▶ [Task details] Copy each line of the listing where the word "strlen" can be found.

▶ [Available records]
○ ○ ○ ○ ○ ○ ○

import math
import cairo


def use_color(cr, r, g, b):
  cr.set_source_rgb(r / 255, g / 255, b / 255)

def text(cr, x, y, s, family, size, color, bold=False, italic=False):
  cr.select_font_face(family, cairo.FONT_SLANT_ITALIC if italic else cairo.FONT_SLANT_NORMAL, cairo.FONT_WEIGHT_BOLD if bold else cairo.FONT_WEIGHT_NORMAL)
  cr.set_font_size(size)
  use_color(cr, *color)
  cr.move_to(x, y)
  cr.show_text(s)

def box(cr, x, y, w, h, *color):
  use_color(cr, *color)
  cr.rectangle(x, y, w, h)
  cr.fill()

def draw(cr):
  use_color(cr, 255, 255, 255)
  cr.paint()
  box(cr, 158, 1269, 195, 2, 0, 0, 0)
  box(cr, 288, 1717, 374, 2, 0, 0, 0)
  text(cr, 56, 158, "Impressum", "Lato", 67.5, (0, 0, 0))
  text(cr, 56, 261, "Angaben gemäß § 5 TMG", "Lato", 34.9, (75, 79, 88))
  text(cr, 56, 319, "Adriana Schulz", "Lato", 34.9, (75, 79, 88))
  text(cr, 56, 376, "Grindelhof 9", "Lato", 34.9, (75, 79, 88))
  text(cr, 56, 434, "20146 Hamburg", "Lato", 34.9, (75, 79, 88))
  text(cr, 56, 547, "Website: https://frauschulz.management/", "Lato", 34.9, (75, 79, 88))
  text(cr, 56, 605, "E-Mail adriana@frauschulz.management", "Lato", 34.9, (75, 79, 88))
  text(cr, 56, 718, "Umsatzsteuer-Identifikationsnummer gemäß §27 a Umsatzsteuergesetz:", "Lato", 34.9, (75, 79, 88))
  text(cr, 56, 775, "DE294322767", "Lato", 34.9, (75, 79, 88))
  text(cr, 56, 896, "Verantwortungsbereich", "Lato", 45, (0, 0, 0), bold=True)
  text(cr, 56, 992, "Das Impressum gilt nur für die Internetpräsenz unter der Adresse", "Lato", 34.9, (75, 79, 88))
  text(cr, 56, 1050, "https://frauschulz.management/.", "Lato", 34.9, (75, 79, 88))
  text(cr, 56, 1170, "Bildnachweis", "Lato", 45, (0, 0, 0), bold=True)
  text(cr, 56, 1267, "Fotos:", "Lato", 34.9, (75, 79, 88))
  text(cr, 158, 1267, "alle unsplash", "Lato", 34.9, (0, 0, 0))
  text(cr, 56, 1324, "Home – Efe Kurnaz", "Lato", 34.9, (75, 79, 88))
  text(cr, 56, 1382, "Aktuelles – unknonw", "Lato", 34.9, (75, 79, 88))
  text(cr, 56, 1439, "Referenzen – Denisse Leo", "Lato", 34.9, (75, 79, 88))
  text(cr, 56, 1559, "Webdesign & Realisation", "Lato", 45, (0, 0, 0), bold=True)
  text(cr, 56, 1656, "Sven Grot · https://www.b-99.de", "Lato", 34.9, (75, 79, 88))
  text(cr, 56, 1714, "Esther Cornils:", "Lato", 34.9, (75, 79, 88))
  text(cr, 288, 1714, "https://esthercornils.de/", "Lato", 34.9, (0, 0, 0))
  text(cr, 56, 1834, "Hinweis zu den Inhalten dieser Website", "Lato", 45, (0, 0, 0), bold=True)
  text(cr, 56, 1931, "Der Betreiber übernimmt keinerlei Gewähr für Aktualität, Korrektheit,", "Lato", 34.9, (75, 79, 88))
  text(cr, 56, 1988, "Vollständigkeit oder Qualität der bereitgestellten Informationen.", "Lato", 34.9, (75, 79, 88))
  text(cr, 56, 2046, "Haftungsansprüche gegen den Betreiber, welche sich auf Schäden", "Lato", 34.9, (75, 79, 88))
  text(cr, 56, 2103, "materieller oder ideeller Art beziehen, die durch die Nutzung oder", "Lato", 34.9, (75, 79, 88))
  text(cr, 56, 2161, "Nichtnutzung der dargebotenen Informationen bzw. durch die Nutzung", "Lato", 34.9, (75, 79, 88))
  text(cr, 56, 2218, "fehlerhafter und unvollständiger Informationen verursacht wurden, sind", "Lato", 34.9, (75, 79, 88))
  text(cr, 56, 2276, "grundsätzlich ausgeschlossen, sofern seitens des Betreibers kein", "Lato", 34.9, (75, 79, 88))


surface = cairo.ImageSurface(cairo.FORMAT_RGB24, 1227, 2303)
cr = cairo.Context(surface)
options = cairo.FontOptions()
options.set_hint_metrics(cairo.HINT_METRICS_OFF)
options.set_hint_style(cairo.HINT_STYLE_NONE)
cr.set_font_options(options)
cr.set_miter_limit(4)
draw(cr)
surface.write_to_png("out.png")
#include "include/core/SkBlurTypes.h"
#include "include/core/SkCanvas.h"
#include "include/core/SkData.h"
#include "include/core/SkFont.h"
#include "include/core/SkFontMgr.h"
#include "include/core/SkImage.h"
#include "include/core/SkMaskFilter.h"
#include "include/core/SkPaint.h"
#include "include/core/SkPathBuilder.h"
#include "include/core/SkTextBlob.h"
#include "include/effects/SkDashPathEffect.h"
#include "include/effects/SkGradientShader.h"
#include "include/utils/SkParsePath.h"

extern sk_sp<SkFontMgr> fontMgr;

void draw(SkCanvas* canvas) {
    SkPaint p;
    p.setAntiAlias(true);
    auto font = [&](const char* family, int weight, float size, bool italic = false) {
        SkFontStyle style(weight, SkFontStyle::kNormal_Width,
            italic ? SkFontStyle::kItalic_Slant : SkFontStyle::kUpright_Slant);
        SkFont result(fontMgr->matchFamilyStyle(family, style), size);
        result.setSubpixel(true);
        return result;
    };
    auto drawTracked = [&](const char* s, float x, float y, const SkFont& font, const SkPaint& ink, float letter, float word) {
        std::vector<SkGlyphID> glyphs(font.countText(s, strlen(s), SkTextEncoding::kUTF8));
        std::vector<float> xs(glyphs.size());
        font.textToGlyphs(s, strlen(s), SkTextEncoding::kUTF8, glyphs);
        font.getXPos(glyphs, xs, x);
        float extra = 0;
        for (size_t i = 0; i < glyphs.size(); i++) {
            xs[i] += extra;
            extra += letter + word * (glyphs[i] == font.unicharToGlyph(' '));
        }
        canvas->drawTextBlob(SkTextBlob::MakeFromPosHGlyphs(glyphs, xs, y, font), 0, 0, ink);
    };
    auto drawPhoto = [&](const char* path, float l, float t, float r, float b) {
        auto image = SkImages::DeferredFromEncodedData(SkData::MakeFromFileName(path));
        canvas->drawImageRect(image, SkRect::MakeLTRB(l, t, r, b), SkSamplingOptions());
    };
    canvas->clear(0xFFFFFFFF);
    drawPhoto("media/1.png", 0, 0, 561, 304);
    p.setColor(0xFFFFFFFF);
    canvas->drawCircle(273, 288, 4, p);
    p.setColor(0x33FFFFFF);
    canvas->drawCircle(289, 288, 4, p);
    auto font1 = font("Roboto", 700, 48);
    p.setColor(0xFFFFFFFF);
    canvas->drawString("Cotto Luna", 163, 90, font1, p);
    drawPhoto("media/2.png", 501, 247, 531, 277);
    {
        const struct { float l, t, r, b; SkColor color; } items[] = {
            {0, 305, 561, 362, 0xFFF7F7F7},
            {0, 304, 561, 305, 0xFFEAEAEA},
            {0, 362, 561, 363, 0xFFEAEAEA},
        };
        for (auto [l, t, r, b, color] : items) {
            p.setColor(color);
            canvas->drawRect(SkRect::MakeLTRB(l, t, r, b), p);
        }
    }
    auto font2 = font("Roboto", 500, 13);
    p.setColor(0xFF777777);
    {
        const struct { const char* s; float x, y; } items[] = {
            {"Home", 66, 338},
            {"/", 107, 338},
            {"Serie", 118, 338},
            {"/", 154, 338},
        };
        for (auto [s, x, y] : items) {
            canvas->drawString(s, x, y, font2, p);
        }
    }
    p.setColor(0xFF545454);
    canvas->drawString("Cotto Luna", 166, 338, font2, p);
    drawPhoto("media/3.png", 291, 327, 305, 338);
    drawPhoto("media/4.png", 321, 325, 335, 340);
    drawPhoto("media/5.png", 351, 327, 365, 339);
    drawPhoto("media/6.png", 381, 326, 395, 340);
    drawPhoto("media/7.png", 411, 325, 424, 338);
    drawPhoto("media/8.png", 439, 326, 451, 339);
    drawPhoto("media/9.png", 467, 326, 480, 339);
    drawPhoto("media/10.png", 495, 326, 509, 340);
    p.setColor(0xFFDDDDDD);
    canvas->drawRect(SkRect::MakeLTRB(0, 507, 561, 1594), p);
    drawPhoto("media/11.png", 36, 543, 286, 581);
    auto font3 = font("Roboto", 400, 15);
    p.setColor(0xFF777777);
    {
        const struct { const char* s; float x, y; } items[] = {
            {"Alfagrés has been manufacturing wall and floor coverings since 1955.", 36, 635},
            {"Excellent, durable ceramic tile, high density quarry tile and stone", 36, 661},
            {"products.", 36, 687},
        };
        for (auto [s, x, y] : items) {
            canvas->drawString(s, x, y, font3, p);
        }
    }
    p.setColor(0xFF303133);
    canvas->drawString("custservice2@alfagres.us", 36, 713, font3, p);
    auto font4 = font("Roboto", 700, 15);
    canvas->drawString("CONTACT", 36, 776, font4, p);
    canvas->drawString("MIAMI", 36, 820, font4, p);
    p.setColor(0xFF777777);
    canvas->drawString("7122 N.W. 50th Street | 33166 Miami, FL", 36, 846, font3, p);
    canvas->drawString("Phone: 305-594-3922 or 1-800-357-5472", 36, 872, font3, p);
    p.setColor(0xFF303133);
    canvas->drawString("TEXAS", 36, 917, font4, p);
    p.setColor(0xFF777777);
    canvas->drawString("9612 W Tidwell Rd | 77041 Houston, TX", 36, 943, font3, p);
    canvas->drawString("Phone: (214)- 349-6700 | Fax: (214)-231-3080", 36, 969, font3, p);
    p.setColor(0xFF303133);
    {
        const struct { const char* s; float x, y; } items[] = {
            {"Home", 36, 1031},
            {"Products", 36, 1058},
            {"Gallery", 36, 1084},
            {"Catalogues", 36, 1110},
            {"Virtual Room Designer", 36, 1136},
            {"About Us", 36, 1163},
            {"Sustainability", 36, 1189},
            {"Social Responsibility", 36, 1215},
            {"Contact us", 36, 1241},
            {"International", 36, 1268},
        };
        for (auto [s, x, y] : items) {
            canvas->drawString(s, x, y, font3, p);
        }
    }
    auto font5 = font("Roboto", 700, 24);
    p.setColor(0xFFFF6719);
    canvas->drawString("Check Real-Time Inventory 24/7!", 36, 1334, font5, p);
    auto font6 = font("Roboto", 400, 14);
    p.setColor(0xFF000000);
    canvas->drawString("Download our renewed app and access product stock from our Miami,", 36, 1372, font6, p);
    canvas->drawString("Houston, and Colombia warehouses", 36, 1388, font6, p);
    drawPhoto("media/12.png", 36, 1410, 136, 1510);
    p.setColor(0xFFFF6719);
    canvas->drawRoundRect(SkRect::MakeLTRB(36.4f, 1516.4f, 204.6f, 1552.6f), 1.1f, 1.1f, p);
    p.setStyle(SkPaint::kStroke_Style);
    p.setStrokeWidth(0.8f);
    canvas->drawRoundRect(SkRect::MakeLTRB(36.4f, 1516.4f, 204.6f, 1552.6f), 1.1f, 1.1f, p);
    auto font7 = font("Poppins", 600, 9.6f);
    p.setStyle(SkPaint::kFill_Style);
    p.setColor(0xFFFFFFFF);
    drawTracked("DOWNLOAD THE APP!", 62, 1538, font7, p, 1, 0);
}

○ ○ ○ ○ ○ ○ ○

▶ [Output below]
        std::vector<SkGlyphID> glyphs(font.countText(s, strlen(s), SkTextEncoding::kUTF8));
        font.textToGlyphs(s, strlen(s), SkTextEncoding::kUTF8, glyphs);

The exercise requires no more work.